Before leaving the temple area on our onward journey I looked around a last time, everything seemed to be going on as usual. It was as if the 15 minutes of “Balaji’s darshan” had happened in a split second, so fast that no one had ever noticed the “tear in the fabric of time” which made us get an audience with Balaji.

Since that day I have come to truly believe “that the present moment contains an eternity”.

Links to some other short stories on this Blog by Rajeev Prasad:


  1. Dhruv Kumar Seth has commented:
    "Sir kiya really aisaa hot hai?"

    1. Seth sahab, Keh nahin sakte. Lekin yeh hamare saath hua tha karib 20 saal pehle. Hum na toh "believers" ki category aur na hi "sceptics" ki category mein aate hain. Lekin aaj tak is "darshan" ko explain karne ki koshish kar rahe hain.

  2. Ramchandra Lalingkar has commented:
    "The experience appears to be beyond logic. There could be similar places where such temples of other deities are located. One such temple is 'Gangapur' (गाणगापूर) in Karnataka which is about 95 kms by road from Solapur to Ganagapur. It is one of the famous places having 'Jagrut' (means - Awakened) 'Shree Datta' temples. I am sharing one link - If you open the link you will get a video clip of the Gangapur."

  3. Satyajit Pratap has commented:
    "Indeed Rajeev Prasad very's a matter of faith , besides experiences may not be the same to all is unique to each one ..."

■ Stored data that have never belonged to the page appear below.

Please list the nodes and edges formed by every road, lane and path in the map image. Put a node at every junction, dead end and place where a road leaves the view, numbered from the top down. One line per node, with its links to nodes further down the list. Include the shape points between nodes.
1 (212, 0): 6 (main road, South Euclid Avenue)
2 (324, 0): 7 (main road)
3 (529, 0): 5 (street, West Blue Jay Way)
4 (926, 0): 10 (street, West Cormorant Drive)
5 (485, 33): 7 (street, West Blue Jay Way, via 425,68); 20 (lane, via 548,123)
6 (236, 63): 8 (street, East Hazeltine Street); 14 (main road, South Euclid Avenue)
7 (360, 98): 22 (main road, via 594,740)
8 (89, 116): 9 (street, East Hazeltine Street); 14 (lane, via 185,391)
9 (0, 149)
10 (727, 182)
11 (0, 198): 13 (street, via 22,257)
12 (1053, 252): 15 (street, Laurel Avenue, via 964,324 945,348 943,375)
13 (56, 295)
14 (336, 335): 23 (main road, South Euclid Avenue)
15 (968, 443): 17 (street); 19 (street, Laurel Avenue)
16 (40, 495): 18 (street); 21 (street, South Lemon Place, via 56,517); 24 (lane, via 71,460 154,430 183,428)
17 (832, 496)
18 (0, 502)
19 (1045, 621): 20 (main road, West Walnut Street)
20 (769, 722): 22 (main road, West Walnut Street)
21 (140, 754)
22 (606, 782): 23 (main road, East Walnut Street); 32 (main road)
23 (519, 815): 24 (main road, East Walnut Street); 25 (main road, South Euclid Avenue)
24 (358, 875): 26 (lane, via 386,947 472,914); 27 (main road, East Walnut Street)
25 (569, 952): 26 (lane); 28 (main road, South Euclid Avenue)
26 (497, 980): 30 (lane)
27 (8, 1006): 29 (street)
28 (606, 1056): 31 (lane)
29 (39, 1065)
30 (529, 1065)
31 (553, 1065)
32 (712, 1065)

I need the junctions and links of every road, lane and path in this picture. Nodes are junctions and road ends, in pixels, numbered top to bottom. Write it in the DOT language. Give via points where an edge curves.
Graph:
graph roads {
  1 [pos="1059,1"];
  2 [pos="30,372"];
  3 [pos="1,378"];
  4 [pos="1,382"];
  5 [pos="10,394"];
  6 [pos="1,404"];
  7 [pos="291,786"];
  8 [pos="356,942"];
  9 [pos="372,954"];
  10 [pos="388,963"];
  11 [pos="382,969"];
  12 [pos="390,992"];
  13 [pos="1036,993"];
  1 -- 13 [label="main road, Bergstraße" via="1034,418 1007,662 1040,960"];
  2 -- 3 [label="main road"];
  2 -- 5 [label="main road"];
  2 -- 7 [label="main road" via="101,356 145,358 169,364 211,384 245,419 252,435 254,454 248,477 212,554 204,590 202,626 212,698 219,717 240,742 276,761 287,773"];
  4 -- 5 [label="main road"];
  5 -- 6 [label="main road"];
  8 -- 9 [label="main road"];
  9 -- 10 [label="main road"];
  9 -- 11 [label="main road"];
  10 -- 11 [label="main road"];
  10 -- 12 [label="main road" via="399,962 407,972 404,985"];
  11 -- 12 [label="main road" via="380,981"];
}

    1. Yes, indeed, Satyajit. However, after almost 20 years, we have still not been able to explain as to how comfortably we got the "darshan". It definitely was not a "virtual reality" show.

  4. Bineet Pandey has commented:
    "Amazing boss Balaji ki mahima Jai Balaji. I also went to the temple once but had no such luck the crowd was huge I just had darshan from outside n came back but the locals told me about lot of such tales it seems Balaji himself blessed u"

    1. So true, Bineet. If we had not experienced it ourselves, I would have never thought that the "Darshan" that day was possible, what with the huge crowds of devotees and all. I had even said my goodbyes to Balaji, when everything simply happened to fall in place for an "amazing darshan".

  5. Rattan Nath has commented:
    "The most common evil spirit is methanol. That the hanuman idol is able to change it into something less harmful is remarkable. It is probably worth getting the chemists at National labs involved in so that the chemistry can be reported.
    Hopefully methanol afflicted can regain their sight and make deaths due to wood alcohol a thing of the past."

    1. Quite an interesting observation Rattan. I wonder if the scientists who had researched this "phenomenon" at the Balaji temple also examined this aspect, during their researches. Here what happens is that the "possessed person" is brought to the temple compound screaming & shrieking like a banshee. His/her attendants camp here for weeks on end. The "patient" is kept chained by the hand to the railing leading to the main temple and is moved closed by about a foot to a metre every day towards the temple. Finally the attendants take the "patient" inside the temple, after which the patient is "completely cured" and can go home. We were quite shocked at this seemingly "inhuman treatment" but the belief is that "it works".

    2. Rattan Nath has further commented:
      "This process (or minor variants thereof) is seen in many churches too. Indeed one can visit a Pentecostal congregation and see remarkable scenes every Sunday--sometimes even more often."